====== DATA FOR THIS TASK

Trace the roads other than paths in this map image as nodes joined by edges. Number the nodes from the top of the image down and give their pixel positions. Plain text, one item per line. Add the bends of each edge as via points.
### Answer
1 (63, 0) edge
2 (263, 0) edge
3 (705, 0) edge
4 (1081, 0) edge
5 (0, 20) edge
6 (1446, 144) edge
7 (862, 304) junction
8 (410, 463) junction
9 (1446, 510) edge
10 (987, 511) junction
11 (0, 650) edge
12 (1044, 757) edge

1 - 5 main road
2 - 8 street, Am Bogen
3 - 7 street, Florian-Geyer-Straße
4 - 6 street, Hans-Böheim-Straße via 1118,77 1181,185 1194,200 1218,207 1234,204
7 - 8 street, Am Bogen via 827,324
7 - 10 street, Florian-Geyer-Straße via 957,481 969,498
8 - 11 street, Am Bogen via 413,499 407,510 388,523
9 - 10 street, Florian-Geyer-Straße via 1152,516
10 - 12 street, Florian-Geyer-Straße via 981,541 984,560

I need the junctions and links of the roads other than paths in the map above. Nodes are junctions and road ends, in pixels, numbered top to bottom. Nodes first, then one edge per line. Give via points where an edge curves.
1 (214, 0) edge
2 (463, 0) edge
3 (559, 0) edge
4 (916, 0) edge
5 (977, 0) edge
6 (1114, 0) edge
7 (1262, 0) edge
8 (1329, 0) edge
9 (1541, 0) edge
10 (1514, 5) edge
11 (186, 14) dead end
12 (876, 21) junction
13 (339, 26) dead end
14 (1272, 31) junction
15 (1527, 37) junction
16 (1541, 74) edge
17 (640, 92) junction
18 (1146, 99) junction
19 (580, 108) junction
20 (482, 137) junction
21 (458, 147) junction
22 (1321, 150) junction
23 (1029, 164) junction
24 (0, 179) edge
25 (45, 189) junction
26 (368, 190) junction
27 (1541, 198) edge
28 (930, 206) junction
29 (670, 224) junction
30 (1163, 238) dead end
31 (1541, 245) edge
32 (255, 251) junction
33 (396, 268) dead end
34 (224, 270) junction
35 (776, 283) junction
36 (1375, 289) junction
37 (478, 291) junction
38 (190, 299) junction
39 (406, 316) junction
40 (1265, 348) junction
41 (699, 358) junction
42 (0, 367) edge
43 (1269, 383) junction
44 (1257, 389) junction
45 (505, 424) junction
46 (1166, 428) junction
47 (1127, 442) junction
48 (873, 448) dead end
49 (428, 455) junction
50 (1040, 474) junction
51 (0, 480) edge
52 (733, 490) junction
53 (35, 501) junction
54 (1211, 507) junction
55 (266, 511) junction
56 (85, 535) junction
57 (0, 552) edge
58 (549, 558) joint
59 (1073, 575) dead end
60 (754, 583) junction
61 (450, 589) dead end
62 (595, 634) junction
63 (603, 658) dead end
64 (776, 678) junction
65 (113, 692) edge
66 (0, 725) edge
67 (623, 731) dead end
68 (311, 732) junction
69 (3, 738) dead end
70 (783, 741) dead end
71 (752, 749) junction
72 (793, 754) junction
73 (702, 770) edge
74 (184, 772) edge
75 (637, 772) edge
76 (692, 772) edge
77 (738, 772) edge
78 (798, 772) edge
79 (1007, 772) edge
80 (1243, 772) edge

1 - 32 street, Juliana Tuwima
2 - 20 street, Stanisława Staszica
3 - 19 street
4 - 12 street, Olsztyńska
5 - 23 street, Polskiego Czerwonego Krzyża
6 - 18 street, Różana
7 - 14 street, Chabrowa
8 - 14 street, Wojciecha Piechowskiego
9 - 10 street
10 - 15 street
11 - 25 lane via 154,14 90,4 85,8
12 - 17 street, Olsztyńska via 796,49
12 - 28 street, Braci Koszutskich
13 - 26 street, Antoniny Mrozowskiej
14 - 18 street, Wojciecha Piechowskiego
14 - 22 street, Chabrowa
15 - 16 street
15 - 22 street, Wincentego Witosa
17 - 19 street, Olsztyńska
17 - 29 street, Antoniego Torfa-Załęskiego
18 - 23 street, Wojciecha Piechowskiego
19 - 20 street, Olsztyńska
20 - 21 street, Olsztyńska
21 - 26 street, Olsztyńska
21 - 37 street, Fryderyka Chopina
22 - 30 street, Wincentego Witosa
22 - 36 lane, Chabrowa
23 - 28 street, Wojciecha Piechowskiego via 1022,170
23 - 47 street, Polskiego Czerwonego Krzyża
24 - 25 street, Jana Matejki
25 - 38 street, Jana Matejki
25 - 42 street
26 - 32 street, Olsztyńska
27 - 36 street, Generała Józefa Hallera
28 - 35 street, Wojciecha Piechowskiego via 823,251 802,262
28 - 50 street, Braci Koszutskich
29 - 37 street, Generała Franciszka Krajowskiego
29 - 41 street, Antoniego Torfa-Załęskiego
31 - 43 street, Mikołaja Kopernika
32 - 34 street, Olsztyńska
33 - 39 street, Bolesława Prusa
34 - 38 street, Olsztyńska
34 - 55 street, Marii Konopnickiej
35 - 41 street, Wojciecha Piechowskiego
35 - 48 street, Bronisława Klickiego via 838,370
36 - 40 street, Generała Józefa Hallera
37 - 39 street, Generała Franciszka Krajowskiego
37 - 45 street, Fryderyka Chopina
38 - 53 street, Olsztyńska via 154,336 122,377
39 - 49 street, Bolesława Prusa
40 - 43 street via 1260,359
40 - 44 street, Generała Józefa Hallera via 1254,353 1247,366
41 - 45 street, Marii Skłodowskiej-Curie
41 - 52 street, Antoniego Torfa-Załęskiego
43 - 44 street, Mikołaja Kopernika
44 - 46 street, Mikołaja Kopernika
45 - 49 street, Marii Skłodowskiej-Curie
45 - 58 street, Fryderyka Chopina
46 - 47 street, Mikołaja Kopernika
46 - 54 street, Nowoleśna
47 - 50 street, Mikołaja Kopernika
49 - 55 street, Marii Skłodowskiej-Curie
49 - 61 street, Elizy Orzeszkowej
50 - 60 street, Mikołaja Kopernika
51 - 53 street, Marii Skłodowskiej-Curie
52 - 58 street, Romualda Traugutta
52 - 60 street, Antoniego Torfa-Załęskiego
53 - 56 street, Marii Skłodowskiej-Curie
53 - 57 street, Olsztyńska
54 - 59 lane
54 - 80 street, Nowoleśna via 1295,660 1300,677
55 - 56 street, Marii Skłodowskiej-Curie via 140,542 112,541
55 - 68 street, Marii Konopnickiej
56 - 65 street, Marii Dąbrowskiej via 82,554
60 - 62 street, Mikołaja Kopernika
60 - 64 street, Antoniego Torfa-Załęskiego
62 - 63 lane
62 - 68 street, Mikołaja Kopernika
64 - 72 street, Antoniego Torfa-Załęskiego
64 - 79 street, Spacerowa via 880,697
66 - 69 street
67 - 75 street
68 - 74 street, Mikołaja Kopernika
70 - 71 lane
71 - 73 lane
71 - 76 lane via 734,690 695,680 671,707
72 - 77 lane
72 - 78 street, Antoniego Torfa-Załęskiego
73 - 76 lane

============

## THE PROBLEM
Above are the entries; copy every line among them that contains the word "dead".

## ANSWER AREA
11 (186, 14) dead end
13 (339, 26) dead end
30 (1163, 238) dead end
33 (396, 268) dead end
48 (873, 448) dead end
59 (1073, 575) dead end
61 (450, 589) dead end
63 (603, 658) dead end
67 (623, 731) dead end
69 (3, 738) dead end
70 (783, 741) dead end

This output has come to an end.